多くの人が、そういえば子供の頃に不思議な体験があった、と不思議体験を持っていて、持ちネタのように話してくれることがある。会えるはずのない人に会っただとか、変な色彩の虫を見ただとか、ツチノコみたいな生き物を見ただとか。僕の知っている女の子でも、子供の頃に裏庭で天狗を見たって真剣に語る人がいる。
思うに、子供時代のそういった不思議な体験は多くが思い込みや勘違いによるものだ。知識も思考力も未熟な子供は事象を認識する力が弱い。そうやって引き起こされた勘違いに記憶の劣化や思い込みが重なり、さも不思議な体験をしたかのように感じ記憶がすりかえられるのではないだろうか。
例えば、冒頭のちびまる子ちゃんの洋館の話だって、子供から見たら洋館に見えただけかもしれない。何か洋風な装飾が少し施されているだけで子供には洋館にしか見えないなんてよくある話だ。けれども、大人から見たらなんともない普通の民家だったとしたら、そもそも話がかみ合わないはずである。そうやって幻の洋館が出来上がってしまう。多くの体験が突き詰めればそういうことなのかもしれない。
かくいう僕も、子供時代にそういったなんとも不思議な体験をした。
あれはまだバッタとか捕って遊んでいるような少年時代だったと思う。家から少し離れたところに大きいのだけど古い神社があって、その裏手の通りから少しいったところに小さな商店があった。
その商店は裏通りに面していてお世辞じゃないが繁盛しているとはいえない状態だったが、駄菓子を買って店の前で食っていると優しい店主がジュースを出してくれることがあって、あまりの居心地の良さに次第に子供たちがそこに集まるようになった。
いつものように駄菓子を買って友達数人とだべっていると、店主がお盆の上にオレンジジュースの入ったコップを持ってきてくれた。ただいつものそれとは様子が違っていて、店主の横には小さな女の子が立っていた。

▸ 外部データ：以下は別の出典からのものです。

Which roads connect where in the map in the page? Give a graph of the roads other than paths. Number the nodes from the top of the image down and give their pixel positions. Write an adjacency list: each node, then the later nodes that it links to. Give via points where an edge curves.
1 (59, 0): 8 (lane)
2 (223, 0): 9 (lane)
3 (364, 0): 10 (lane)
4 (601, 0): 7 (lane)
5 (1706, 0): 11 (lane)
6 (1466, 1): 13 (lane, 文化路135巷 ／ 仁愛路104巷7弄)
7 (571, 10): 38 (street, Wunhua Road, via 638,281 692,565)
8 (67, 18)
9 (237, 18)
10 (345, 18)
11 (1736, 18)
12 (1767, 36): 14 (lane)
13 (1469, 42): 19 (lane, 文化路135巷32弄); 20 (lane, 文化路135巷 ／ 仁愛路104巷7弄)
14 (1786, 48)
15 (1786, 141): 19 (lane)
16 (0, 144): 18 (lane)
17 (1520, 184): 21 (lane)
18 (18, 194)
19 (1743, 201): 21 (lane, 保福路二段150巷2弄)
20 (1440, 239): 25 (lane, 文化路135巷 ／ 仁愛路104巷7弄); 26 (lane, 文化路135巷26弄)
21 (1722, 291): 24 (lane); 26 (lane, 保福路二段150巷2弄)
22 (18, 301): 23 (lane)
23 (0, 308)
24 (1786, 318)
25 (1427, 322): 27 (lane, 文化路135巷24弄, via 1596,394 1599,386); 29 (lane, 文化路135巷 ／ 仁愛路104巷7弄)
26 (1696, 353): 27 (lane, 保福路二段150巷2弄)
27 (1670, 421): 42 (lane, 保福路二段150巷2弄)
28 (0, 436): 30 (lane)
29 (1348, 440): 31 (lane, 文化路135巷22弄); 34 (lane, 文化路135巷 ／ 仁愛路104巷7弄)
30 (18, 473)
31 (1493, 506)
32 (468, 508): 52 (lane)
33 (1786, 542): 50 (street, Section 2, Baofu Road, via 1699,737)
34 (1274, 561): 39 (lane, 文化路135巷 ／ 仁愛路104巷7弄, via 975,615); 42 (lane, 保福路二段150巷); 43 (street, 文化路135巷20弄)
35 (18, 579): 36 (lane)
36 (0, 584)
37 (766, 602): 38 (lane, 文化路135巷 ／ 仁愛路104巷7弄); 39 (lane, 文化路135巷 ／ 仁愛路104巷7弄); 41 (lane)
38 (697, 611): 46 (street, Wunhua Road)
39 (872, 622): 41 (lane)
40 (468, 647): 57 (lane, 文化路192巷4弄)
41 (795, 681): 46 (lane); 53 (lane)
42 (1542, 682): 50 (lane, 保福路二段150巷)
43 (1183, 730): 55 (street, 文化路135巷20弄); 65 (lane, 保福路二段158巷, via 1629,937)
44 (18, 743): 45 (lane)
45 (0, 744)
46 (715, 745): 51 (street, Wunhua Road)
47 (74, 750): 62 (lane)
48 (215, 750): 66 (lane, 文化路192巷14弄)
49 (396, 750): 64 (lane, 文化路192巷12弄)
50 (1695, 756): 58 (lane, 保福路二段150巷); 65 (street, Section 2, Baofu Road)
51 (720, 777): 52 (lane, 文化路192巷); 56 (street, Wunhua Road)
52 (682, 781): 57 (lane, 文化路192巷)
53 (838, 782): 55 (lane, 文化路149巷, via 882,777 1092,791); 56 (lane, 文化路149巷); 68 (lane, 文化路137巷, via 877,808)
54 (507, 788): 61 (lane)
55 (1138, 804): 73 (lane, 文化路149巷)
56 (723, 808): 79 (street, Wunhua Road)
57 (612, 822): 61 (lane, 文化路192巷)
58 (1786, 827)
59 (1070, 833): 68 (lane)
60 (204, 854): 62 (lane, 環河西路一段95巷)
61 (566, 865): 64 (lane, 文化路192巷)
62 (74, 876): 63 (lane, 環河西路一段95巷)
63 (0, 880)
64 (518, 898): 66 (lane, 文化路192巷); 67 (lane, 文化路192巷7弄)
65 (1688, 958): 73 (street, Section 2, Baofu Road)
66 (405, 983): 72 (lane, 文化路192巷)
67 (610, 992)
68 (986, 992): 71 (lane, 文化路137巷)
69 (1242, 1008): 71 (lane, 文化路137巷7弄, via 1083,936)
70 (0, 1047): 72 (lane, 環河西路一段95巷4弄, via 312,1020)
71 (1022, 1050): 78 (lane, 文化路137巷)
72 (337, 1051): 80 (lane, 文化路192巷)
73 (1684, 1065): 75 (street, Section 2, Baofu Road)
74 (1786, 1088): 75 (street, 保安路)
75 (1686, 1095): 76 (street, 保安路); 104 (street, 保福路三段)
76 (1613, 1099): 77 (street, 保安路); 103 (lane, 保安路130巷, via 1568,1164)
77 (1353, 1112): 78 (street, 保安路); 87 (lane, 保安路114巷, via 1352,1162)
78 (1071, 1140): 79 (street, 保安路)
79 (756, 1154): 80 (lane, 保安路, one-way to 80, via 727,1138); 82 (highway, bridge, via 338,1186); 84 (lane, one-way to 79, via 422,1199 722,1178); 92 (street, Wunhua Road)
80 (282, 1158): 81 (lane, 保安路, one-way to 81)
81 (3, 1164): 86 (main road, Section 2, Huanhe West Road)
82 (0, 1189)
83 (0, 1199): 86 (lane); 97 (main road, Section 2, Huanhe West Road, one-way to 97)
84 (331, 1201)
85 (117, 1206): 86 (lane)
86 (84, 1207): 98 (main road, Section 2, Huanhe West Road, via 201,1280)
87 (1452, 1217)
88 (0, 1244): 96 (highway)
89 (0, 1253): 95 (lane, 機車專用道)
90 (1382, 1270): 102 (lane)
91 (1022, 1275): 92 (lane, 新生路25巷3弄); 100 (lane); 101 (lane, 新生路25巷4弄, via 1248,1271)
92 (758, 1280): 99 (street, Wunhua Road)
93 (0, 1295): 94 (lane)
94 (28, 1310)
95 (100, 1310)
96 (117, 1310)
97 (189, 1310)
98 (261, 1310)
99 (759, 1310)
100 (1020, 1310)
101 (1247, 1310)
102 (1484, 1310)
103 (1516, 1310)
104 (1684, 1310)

「ちょっと預かった子なんだけど、一緒に遊んでやってくれない?」
まだ、女と遊ぶなんて恥ずかしい、女と遊ぶなんて女たらしかオカマだって良く分からない価値観を持っている年代だったので少し躊躇したが、そこそこかわいかったし、ジュースを貰っているという手前断りにくいので遊ぶことにした。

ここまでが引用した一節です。